La remise en cause du statut fiscal d'exception de l'aéroport de Bâle-Mulhouse exaspère dans la région frontalière. Des élus alsaciens pressent Paris de se montrer plus conciliant pour préserver une "success story" qui génère des milliers d'emplois.
Installé entièrement sur le territoire français, l'Euroairport bénéficie depuis sa création d'un statut binational sans équivalent, devenu une source de malentendus récurrents et de longues négociations entre la France et la Suisse.
L'imbroglio fiscal vient de connaître un nouvel épisode: les autorités du canton de Bâle-Ville ont indiqué la semaine dernière avoir reçu une lettre des autorités françaises annonçant que la France imposerait sa fiscalité dès 2015 aux entreprises du secteur à statut suisse de l'aéroport, taxées aujourd'hui selon le droit suisse.
Paris n'a pas fait de commentaires, mais cette décision inattendue toucherait selon différentes sources aussi bien l'impôt sur les sociétés, que la TVA (de 8% en Suisse contre 20% en France) et les taxes prélevées par l'aviation civile dans cet aéroport, le septième de France et troisième de Suisse.
En mai 2013, la Direction générale de l'Aviation civile (DGAC) avait déjà demandé aux compagnies opérant en zone suisse (soit la grande majorité) de s'acquitter des taxes françaises. La levée de boucliers des Suisses avait cependant permis de suspendre la mesure.
Face aux nouvelles intentions françaises, une dizaine de députés, sénateurs et élus locaux alsaciens, dont le président UMP de la Région Philippe Richert et la sénatrice PS Patricia Schillinger, se sont réunis mercredi dans l'enceinte de l'aéroport pour sonner la mobilisation.
"Nous pensons que l'administration française n'a pas pris à ce stade la mesure de la situation", a dit devant la presse le sénateur Jean-Marie Bockel (UDI), membre du comité directeur de l'Euroairport, regrettant le caractère "comminatoire" du courrier adressé à Berne, qu'il a pu consulter.

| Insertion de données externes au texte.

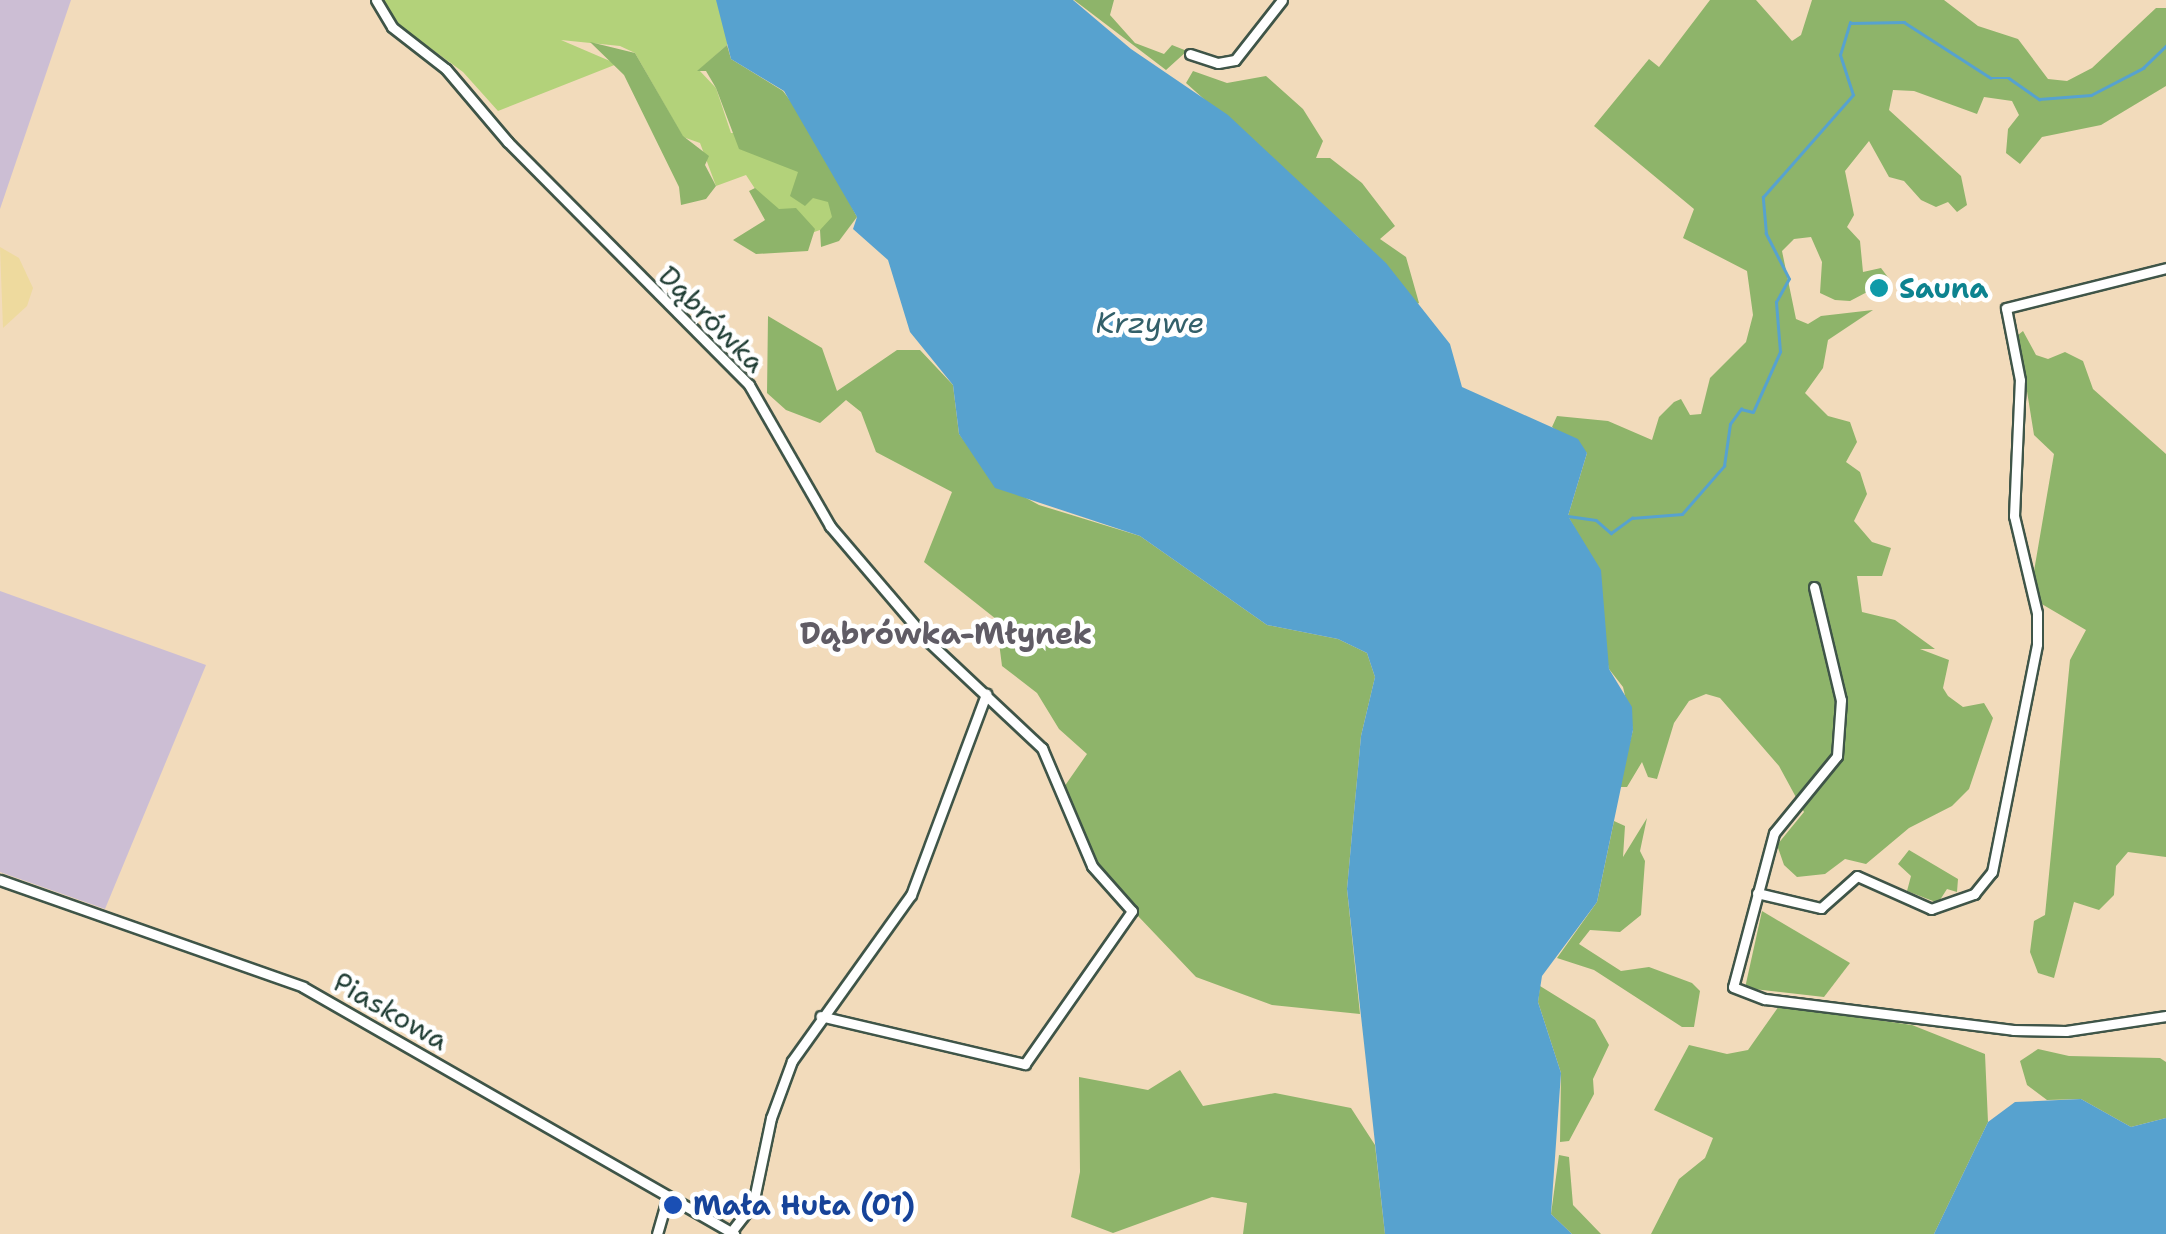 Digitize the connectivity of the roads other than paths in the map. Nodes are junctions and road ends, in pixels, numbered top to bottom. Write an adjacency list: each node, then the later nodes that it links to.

Le président du conseil général du Haut-Rhin, Charles Buttner (UMP), a dénoncé de son côté le "centralisme" à l'origine d'une telle décision, tandis que la sénatrice Catherine Troendlé (UMP) a regretté une "méthode provocatrice", motivée par la recherche par le gouvernement "du moindre centime".
- EasyJet suspend ses investissements -
Tous ont demandé d'être reçus par le gouvernement, pour le convaincre de parvenir à un "compromis" dans ce dossier. Imposer la fiscalité française aux entreprises aurait selon eux des conséquences "dévastatrices", ont-ils prévenu.
La plateforme représente plus de 6.000 emplois, avec quelque deux tiers des revenus distribués à des employés français. Le chiffre atteindrait même 27.000 en incluant emplois indirects et induits, selon une étude récente. Outre le transport, l'Euroairport est devenu un pôle spécialisé dans la maintenance et l'aménagement intérieur des avions.
"C'est une success story", qu'il faut préserver, a fait valoir M. Bockel.
Avec une zone de chalandise qui s'étend jusqu'au Bade-Wurtenberg allemand, l'aéroport a enregistré en 2013 un record de trafic (près de 5,9 millions de passagers). Ces dernières années, il s'est particulièrement développé dans le secteur des compagnies à bas coût.
C'est d'ailleurs EasyJet (LONDON:EZJ) qui est monté au créneau la semaine dernière. La compagnie britannique "a besoin de clarté pour l'avenir et a décidé de suspendre toutes nouvelles décisions d'investissement", a expliqué une porte-parole.
Les élus craignent que d'autres entreprises fassent de même, voire que certaines quittent l'aéroport si la fiscalité française s'y applique. Le projet de raccordement ferroviaire de l'aéroport, prévu pour 2020, risque également d'en pâtir, a souligné M. Richert.
Pour sortir de l'impasse, certains élus soutiennent la solution avancée par des représentants des entreprises de l'aéroport. Ils proposent de préserver l'application du droit fiscal suisse, mais en prévoyant un partage "équitable" des recettes avec la France.
Avant l'émergence du problème fiscal, l'aéroport avait déjà été au cœur de polémiques autour de la législation sociale. Des entreprises avaient menacé de partir après un arrêt de la Cour de cassation en 2010, qui prévoyait d'imposer le droit social français dans tout l'aéroport.
En mars 2012, les deux gouvernements avaient finalement scellé un accord pour que les sociétés concernées puissent continuer à appliquer le droit helvétique.